Abstract:Abstract reasoning refers to the ability to analyze information, discover rules at an intangible level, and solve problems in innovative ways. Raven's Progressive Matrices (RPM) test is typically used to examine the capability of abstract reasoning. In the test, the subject is asked to identify the correct choice from the answer set to fill the missing panel at the bottom right of RPM (e.g., a 3$\times$3 matrix), following the underlying rules inside the matrix. Recent studies, taking advantage of Convolutional Neural Networks (CNNs), have achieved encouraging progress to accomplish the RPM test problems. Unfortunately, simply relying on the relation extraction at the matrix level, they fail to recognize the complex attribute patterns inside or across rows/columns of RPM. To address this problem, in this paper we propose a Hierarchical Rule Induction Network (HriNet), by intimating human induction strategies.
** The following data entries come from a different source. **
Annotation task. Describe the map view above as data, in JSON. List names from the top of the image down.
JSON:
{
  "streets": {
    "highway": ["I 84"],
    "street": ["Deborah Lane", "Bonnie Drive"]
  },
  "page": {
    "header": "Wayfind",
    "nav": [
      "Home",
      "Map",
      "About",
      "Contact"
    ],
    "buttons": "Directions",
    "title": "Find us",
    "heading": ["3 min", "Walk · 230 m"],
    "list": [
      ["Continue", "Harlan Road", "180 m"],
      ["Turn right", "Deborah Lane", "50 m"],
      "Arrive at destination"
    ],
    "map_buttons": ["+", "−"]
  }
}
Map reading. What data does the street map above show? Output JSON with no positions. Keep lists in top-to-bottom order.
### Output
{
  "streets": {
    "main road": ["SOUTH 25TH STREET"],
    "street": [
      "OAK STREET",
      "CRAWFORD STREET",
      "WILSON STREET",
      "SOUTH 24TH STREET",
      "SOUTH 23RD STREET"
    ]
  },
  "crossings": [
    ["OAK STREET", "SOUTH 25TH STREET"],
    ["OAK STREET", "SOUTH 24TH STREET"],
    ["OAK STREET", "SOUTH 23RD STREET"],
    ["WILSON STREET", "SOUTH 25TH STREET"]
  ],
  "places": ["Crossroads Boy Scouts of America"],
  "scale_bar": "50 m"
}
HriNet extracts multiple granularity rule embeddings at different levels and integrates them through a gated embedding fusion module. We further introduce a rule similarity metric based on the embeddings, so that HriNet can not only be trained using a tuplet loss but also infer the best answer according to the similarity score. To comprehensively evaluate HriNet, we first fix the defects contained in the very recent RAVEN dataset and generate a new one named Balanced-RAVEN. Then extensive experiments are conducted on the large-scale dataset PGM and our Balanced-RAVEN, the results of which show that HriNet outperforms the state-of-the-art models by a large margin.